If you write an operating system kernel, you care about running out of memory, if you write the embedded firmware for a jet engine, you care (actually you likely never allocate memory at runtime, so in that sense you don't care), but in both those cases you live in a world where many other problems are far above you out of sight, so you can afford to care about stuff like how much RAM there actually is. You don't want the C++ standard library down where you live, and they don't want your problems. Everybody who lives up above the C++ standard library doesn't care, which is why the people implementing the library don't care either.

Yes, all of Unicode processing should use U+FFFD (the replacement character). Not just UTF-8, if you have any reason to do anything Unicode related and you're in a state where other paths forward are nonsense, emit U+FFFD. Take XML. Because the people involved hated ASCII control codes XML says you can't express them in XML 1.0 (which you will in practice have to use). I don't mean they need to be escaped, I mean you intentionally cannot express them. So if you have some arbitrary ASCII text that might include control codes, you can't write that as valid XML. What to do? Emit U+FFFD whenever this problem arises. Your users go "Huh, my Vertical Tab turned into this weird character in the XML output" and you send them to talk to the XML committee which will tell them they're a sinner and must repent of the evil of Vertical Tab and now your user knows you aren't crazy and maybe they stop using XML or maybe they don't but either way your code works.

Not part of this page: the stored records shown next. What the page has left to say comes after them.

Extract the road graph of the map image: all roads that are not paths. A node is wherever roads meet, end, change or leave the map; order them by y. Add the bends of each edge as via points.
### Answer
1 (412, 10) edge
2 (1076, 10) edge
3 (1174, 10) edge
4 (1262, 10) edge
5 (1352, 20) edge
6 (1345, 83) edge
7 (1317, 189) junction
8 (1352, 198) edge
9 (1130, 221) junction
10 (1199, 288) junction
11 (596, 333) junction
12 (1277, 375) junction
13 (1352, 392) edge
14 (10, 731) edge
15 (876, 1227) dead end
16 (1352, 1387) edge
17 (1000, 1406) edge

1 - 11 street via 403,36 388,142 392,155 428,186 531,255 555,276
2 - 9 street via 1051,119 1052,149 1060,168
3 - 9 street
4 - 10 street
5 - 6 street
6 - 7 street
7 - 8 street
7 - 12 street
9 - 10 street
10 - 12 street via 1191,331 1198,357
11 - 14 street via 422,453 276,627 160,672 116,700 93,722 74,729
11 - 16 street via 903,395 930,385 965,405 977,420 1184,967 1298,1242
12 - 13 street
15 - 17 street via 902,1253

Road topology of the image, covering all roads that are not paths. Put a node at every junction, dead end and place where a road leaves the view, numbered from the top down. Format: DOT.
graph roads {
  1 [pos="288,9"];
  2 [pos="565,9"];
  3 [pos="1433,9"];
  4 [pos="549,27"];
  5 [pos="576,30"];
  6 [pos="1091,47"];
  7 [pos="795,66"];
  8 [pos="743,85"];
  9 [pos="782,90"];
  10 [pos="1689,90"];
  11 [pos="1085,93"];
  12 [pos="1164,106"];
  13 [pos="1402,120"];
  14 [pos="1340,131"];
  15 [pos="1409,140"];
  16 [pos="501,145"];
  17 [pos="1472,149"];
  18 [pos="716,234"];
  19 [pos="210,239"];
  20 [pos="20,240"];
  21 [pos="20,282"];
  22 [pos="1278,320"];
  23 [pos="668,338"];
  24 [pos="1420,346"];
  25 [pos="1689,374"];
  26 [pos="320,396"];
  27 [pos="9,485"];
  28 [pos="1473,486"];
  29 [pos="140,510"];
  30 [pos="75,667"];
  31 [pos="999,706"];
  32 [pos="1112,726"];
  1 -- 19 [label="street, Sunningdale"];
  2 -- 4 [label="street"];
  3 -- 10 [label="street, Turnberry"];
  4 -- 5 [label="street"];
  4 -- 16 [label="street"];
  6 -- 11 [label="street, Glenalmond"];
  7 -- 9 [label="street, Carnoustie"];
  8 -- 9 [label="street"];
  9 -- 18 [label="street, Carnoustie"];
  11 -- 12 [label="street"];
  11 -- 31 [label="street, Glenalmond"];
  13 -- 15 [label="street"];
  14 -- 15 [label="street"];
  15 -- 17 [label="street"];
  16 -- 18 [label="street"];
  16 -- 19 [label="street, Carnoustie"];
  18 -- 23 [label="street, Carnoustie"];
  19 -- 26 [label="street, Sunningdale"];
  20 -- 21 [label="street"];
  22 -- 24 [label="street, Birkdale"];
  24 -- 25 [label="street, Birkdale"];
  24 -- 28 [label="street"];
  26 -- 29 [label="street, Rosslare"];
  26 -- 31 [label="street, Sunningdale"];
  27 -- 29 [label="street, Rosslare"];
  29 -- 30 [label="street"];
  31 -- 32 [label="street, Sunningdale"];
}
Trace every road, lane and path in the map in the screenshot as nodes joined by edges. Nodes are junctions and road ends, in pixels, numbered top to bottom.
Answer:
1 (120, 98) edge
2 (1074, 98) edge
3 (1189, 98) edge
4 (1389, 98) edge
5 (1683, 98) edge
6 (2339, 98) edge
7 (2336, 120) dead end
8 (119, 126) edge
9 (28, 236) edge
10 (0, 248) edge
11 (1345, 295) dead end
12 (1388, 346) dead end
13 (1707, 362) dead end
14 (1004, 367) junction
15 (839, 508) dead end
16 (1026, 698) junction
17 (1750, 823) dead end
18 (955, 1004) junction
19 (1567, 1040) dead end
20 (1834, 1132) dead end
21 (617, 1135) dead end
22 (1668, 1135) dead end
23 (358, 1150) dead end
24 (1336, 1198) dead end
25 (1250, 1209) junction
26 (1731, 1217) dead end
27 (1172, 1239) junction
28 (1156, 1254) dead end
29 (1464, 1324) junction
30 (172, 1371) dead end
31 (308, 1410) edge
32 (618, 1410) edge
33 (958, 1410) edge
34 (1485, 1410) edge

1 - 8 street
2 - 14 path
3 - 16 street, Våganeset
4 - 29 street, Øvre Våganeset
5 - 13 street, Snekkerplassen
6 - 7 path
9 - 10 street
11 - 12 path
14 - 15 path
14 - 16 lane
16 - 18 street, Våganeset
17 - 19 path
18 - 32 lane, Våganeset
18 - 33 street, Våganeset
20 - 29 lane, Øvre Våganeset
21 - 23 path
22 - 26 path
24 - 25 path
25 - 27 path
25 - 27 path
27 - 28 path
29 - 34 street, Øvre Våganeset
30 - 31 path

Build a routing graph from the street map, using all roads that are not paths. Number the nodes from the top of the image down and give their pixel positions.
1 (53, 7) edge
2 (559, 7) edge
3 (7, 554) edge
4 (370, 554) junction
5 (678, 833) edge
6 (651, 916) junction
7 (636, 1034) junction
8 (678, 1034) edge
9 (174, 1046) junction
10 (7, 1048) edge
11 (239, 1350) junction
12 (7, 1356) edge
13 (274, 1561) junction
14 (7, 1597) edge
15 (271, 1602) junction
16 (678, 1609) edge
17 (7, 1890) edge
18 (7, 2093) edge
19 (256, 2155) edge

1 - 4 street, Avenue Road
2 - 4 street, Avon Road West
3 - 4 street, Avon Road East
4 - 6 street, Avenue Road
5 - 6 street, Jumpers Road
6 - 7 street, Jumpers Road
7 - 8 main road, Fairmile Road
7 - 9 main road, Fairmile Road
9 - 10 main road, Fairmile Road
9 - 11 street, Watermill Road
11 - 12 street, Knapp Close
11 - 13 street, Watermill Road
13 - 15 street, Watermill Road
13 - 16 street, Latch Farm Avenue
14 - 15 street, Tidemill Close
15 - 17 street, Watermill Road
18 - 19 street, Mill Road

IMO this is one of the advantages of the sum-type approach: the added friction of dealing with those explicit types and values encourages you to write as much code as possible that simply can't error in the first place
I'm not going to recommend any technique I don't personally have years of experience with. Too many times a paper that makes something look great tends to have fatal flaws that only emerge years later. Sort of like WW1 strategies that sounded good but in practice produced only mud and dead bodies.

As I mentioned in another comment, I've had good success in the trenches with the poisoning technique.

I would go with the Erlang approach. Just die FFS. Let the process monitor restart you if you deserve to live.
That only makes sense if units of your code run in a loop and communicate asynchronously :). But, if you want a simple supervisor pattern in C++, then... try/catch block is your supervisor, exceptions are how your process dies. Consider:

  template<typename Fn>
  auto CallWithSupervision(Fn fn) -> decltype(fn()) {
    // supervision loop
    // configure conditions as needed
    while(true) {
      try {
        return fn();
      }
      catch(std::exception& e) {
        // log failure details
      }
      catch(...) {
        // optional: exceptions out of handled set?
        // kill supervisor.
        throw;
      }
    }
  }

  //elsewhere
  CallWithSupervision([relevant=state,&nd=captures]() { return Client(relevant, nd); });
Modify as you see fit. It's the simplest, synchronous Erlang supervisor, in C++. And it will already work with your code - exception handling is very composable this way.
Except it isn't robust.

Exceptions occur when "Very Bad No Good Undefined Horrible Things" have (at last, been found to have) happened.

So if you have no guarantee that the memory space is uncorrupted, you have no guarantee that all resources have been recovered, you have no guarantee that in attempting to deallocated resources that they have been allocated in the first place. (Read the fine fine print on exceptions in constructors and destructors.) TL;DR; Don't do that. But exceptions are what happen when people do what they shouldn't.